Kandida antibiyotiklerin aşırı kullanımından, aşırı antibiyotik verilmiş hayvanların et, süt ve yumurtalarının tüketiminden kaynaklanmaktadır. Antibiyotik kullanmamaya karar vermiş olsanız bile, yediğiniz yiyeceklerden antibiyotik alma tehlikesiyle karşı karşıya olabilirsiniz.
Ne tür itkelire görülür bu hastalığın?
Kandida bağışıklık sistemini zayıflatır ve savaşmasını zorlaştırır. Yakın zamanda açığa çıkan otoimmün hastalıkların çoğu, bağışıklık sisteminin aşırı yüklenmesinden dolayı oluşmaktadır. Kandida, kalın bağırsağın enflamasyonu demek olan kolit için de bir ön şarttır. İnce bağırsağın enflamasyonu olan Crohn hastalığı vakalarında da genellikle önce Kandida'nın oluştuğu görülmektedir.
Kandida’nın teşhisi zor mudur?
Kandida'yı teşhis etmek genellikle zordur.

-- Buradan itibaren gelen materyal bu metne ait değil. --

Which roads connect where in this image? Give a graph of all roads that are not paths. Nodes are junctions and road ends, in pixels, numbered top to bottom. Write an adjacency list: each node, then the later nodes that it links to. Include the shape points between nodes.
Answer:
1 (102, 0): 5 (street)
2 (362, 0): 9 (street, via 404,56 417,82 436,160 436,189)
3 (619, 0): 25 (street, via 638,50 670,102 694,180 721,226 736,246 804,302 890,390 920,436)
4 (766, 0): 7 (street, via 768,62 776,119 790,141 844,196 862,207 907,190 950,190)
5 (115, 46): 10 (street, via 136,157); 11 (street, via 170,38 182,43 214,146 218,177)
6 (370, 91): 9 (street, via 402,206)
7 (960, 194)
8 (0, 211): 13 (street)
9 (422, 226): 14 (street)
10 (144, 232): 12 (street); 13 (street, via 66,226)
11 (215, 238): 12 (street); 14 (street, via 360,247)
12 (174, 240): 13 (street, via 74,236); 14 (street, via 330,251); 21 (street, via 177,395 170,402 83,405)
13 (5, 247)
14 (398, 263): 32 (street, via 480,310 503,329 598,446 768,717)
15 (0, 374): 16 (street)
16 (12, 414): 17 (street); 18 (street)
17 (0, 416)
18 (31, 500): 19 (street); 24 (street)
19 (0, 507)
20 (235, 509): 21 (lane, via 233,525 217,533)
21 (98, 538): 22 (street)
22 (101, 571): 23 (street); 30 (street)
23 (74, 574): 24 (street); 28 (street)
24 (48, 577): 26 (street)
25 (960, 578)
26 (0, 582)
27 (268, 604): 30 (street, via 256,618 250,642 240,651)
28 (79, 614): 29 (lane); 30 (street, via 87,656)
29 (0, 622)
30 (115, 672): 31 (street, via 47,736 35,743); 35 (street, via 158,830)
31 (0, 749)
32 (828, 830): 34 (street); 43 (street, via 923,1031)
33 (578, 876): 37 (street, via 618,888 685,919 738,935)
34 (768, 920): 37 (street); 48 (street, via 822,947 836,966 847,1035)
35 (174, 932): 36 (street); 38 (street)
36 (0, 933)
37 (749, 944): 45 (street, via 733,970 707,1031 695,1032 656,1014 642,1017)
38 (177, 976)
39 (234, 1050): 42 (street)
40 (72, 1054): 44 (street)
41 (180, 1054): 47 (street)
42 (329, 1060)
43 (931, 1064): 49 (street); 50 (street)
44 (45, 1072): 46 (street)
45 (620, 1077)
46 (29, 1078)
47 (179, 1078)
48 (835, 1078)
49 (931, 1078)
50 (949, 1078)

Kandida'nın varlığı vücudu ona karşı antikorlar üretmeye teşvik ettiğinde, maya saldırıyı geçiştirmek için spor formunu alır. Maya sporları küf sporları gibi çok küçük tomurcuklar halindedir. Senelerce kuluçkada bekler bekler.. Sonra birden Kandida'ya dönüşürler. Kandida mayasının "dallanan" formu, kendisini bağırsak duvarına yapıştırır ve bu duvarın bütünlüğünü parçalamaya başlar. Spor formundaki maya, sert kabuğun altındaki tahıl tanesine benzer. Mayanın çoğu kuluçka döneminde olduğu takdirde, sporlar vücudun antikor üretmesini tetiklemez. Bu nedenle, serum antikor testi Kandida'yı teşhis edemeyebilir ya da test sadece hafif bir vaka olduğu bilgisini verebilir. Oysa gerçekte, Kandida çoktan oldukça büyük bir koloni oluşturmuş olabilir.
Kandida’nın Biorezonans ile tedavisi nasıl oluyor?

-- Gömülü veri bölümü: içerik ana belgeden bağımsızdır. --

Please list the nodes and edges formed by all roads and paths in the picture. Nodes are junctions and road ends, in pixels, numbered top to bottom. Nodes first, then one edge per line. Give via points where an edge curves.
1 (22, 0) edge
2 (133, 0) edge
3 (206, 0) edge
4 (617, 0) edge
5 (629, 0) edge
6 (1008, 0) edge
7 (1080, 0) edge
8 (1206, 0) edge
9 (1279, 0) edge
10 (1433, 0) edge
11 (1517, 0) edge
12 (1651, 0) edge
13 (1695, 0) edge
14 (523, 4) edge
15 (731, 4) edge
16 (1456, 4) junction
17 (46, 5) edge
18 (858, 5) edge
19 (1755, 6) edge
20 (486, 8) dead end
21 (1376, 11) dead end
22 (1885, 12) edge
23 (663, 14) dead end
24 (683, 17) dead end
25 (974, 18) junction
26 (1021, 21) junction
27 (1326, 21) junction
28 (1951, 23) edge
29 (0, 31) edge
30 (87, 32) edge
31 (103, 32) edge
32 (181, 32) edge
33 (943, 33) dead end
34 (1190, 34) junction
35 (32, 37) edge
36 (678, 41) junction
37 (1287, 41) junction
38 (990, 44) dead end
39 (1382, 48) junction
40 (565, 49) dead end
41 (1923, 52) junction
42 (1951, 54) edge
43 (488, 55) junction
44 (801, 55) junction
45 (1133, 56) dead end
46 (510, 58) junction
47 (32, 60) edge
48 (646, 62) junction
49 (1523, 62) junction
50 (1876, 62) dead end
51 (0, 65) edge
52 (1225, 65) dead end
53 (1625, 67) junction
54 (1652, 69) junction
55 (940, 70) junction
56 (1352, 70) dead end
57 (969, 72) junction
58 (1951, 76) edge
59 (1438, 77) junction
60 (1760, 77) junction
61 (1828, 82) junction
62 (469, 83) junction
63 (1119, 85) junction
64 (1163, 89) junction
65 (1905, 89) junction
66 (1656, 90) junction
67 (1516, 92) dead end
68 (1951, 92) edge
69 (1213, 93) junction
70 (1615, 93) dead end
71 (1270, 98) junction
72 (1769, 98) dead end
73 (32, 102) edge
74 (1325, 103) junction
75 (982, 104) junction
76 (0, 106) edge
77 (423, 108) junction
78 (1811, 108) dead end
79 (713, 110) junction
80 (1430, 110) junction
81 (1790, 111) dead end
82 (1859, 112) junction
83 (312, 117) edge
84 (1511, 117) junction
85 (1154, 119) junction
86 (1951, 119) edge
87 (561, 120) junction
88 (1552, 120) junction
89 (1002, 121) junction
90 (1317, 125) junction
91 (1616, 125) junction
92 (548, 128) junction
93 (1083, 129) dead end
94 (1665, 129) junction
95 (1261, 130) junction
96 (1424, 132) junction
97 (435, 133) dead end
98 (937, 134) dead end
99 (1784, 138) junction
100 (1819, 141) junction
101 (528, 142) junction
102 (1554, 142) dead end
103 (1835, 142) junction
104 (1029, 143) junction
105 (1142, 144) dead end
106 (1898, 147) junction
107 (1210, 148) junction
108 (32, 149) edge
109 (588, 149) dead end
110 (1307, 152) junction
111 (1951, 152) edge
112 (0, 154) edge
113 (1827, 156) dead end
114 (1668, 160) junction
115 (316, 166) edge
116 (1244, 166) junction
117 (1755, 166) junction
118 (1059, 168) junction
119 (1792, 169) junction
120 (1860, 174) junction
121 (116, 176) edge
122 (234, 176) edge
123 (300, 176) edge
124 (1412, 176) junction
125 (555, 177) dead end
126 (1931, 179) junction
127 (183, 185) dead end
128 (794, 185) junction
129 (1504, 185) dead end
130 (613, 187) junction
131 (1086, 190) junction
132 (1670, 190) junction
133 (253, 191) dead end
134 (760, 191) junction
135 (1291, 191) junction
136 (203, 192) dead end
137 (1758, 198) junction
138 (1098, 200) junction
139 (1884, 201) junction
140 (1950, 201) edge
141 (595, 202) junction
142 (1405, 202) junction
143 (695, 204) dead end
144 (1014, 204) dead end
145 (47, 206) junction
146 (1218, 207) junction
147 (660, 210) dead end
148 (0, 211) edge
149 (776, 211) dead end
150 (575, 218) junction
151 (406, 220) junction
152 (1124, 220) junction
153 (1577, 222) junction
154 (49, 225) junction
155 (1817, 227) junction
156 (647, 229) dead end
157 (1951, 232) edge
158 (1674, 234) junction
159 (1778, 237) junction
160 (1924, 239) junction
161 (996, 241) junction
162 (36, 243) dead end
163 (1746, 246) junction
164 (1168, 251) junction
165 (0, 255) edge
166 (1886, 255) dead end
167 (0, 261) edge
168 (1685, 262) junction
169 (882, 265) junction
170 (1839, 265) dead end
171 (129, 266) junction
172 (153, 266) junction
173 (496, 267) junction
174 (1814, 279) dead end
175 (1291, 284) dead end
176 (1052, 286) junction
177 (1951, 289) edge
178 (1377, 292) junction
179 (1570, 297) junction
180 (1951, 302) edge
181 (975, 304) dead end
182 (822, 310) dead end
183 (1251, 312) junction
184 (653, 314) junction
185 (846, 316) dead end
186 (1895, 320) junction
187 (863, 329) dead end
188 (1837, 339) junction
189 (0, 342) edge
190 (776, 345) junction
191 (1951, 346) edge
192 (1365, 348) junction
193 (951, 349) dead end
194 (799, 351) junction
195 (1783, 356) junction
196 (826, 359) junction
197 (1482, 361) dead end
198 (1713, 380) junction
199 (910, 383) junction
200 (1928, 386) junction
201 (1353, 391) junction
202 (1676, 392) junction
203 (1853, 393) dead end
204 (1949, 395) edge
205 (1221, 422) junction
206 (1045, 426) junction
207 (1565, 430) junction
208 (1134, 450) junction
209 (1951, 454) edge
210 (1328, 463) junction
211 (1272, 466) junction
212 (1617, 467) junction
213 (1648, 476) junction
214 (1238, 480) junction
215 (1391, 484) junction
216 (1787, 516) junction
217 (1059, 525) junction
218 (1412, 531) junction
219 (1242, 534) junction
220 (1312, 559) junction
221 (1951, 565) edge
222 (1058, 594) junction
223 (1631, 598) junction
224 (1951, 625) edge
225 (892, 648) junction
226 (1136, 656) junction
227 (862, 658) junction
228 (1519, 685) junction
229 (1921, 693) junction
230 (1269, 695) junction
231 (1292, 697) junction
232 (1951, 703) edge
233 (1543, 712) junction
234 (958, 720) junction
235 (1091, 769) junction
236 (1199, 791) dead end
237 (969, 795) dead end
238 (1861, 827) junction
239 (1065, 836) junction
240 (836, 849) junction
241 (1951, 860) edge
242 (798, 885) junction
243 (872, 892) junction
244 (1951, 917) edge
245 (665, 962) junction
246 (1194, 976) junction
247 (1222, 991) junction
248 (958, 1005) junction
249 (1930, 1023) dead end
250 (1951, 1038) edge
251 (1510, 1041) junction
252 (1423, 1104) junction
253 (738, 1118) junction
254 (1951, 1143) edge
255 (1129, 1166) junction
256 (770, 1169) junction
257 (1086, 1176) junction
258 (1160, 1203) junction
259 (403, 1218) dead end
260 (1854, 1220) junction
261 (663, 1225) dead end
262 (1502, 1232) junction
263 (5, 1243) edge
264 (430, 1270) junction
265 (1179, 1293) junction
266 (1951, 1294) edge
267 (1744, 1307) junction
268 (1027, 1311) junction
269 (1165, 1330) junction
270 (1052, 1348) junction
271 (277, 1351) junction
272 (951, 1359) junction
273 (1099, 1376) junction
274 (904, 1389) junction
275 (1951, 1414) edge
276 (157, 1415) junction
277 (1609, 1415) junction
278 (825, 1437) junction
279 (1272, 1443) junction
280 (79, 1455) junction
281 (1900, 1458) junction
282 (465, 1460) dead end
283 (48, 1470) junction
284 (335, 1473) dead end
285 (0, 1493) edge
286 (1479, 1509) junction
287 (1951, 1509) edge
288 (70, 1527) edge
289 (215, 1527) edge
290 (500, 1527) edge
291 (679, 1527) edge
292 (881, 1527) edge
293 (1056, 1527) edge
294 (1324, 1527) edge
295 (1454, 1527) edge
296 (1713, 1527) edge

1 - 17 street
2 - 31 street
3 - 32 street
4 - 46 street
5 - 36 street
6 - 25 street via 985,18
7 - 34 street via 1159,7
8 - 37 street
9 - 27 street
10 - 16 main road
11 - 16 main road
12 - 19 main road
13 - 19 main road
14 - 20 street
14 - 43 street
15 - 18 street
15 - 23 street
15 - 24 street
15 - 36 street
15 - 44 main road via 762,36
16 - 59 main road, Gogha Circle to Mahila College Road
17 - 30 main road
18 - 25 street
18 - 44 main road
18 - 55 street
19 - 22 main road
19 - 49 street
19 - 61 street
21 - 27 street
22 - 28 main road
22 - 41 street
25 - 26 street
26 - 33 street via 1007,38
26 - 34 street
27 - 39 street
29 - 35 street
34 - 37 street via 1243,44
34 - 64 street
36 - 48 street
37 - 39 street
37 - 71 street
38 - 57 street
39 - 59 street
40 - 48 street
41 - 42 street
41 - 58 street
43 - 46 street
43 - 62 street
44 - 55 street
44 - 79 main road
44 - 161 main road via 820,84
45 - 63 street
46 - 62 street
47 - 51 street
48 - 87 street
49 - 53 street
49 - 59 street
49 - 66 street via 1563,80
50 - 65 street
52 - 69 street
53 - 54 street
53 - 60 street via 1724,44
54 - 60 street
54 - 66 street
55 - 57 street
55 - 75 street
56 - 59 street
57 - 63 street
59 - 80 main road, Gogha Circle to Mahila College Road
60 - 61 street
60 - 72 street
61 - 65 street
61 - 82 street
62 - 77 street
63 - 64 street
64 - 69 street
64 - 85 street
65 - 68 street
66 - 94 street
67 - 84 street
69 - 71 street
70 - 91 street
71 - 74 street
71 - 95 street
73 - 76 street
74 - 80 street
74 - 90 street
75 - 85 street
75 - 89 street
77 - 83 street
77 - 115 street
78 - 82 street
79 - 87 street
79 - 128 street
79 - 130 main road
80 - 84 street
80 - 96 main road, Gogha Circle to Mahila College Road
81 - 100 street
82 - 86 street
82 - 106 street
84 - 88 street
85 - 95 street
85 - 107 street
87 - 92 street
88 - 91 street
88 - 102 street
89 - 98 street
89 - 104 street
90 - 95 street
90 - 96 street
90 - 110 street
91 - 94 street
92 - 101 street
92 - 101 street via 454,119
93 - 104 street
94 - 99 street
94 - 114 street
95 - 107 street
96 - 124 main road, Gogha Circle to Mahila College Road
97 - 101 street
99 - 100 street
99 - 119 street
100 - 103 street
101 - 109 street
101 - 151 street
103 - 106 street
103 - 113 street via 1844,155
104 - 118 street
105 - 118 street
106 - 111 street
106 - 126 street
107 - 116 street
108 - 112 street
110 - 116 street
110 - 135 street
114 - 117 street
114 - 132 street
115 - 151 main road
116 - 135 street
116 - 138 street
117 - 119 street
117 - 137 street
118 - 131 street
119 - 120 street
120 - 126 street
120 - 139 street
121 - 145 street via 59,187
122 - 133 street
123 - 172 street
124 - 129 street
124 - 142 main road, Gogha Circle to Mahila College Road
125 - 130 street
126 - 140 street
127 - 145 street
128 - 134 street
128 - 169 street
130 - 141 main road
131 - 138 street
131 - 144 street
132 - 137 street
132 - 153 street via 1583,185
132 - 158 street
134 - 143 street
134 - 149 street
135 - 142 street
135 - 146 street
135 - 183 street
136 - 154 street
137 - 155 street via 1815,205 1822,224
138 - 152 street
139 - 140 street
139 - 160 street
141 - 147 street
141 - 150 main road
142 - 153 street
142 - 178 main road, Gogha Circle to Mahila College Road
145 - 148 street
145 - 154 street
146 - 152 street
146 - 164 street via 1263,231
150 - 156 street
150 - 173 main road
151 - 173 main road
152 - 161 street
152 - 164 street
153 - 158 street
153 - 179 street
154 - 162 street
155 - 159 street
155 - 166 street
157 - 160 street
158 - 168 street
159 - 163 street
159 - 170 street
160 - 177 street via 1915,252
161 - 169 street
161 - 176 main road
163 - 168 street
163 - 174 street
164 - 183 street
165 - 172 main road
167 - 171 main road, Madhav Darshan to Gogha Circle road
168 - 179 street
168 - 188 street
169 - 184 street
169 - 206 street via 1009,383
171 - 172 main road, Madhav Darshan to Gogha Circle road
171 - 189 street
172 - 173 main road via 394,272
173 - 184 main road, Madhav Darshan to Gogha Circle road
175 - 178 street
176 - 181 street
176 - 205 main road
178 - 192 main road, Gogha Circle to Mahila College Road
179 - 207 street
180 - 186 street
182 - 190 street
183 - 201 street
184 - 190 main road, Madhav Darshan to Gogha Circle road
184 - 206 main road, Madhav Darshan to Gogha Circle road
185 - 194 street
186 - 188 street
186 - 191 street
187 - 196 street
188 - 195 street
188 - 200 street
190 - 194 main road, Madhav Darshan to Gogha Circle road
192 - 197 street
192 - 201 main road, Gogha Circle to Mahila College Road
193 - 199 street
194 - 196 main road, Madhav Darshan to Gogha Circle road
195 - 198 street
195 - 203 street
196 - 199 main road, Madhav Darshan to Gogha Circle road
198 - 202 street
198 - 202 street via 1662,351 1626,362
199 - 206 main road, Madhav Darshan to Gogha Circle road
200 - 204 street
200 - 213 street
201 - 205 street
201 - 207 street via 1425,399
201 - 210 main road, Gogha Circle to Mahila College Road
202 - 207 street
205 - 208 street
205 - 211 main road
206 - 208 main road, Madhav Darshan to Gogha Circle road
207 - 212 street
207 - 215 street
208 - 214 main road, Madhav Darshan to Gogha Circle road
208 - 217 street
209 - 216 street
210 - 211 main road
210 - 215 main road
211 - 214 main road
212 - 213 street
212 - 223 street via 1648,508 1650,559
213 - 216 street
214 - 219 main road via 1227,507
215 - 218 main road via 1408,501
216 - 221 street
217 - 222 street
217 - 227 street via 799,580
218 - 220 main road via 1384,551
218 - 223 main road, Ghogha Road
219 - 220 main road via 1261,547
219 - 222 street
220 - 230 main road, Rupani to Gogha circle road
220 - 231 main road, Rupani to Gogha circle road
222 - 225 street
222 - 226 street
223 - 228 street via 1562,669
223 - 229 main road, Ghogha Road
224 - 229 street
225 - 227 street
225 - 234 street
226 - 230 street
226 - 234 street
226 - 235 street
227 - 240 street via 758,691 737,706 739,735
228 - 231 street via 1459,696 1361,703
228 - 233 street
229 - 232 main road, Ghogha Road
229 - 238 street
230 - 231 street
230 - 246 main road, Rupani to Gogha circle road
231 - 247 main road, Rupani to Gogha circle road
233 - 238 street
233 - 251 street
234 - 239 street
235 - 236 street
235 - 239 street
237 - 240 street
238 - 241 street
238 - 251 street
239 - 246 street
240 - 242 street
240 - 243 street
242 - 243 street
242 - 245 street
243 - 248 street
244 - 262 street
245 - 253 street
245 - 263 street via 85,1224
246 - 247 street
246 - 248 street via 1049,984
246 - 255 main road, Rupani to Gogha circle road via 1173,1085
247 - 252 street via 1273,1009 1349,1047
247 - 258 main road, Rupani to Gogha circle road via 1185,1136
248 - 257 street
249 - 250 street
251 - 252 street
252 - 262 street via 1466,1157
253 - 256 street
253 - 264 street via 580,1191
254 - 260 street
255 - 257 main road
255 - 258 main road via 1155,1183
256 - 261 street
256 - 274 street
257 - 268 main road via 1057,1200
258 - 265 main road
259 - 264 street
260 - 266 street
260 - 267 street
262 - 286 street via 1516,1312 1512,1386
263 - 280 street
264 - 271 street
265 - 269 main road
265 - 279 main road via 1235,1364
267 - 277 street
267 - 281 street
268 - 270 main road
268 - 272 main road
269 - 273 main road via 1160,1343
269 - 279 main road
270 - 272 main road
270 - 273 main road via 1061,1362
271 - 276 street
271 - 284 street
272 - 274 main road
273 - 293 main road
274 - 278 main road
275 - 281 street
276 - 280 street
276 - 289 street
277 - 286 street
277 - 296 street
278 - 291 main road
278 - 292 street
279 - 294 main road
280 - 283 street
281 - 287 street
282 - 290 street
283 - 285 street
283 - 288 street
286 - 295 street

Biorezonans terapileri ile mayanın ölmesine neden olacak vücut koşullarının dengelenmesi ve teşvik edilmesi sağlanır. Kandida haftada bir kez olmak üzere uygulanan birkaç seanslık biorezonans terapisi ile tedavi edilebilir. Sağlıklı bakterilerin yenilenebilecek, gelişebilecek bir ortama kavuşmaları sağlanır. Normal bağırsak florası korunmuş olur. Tedavi sırasında Kandida yok olurken bazı semptomlara neden olabilir. Organizmaları içlerinde zehir taşıdıklarından zarları yırtıldığında toksinler vücuda yayılabilir. Maya ölmeye devam ederken, toksinler bağışıklık sistemini daha da zayıflatacağından enfeksiyonlar, alerjiler, kronik hastalıklar ve “kendini iyi hissetmeme” hali ortaya çıkabilir. Bu bir iyileşme krizidir. Toksinler vücuttan atıldıktan sonra iyileşme başlar.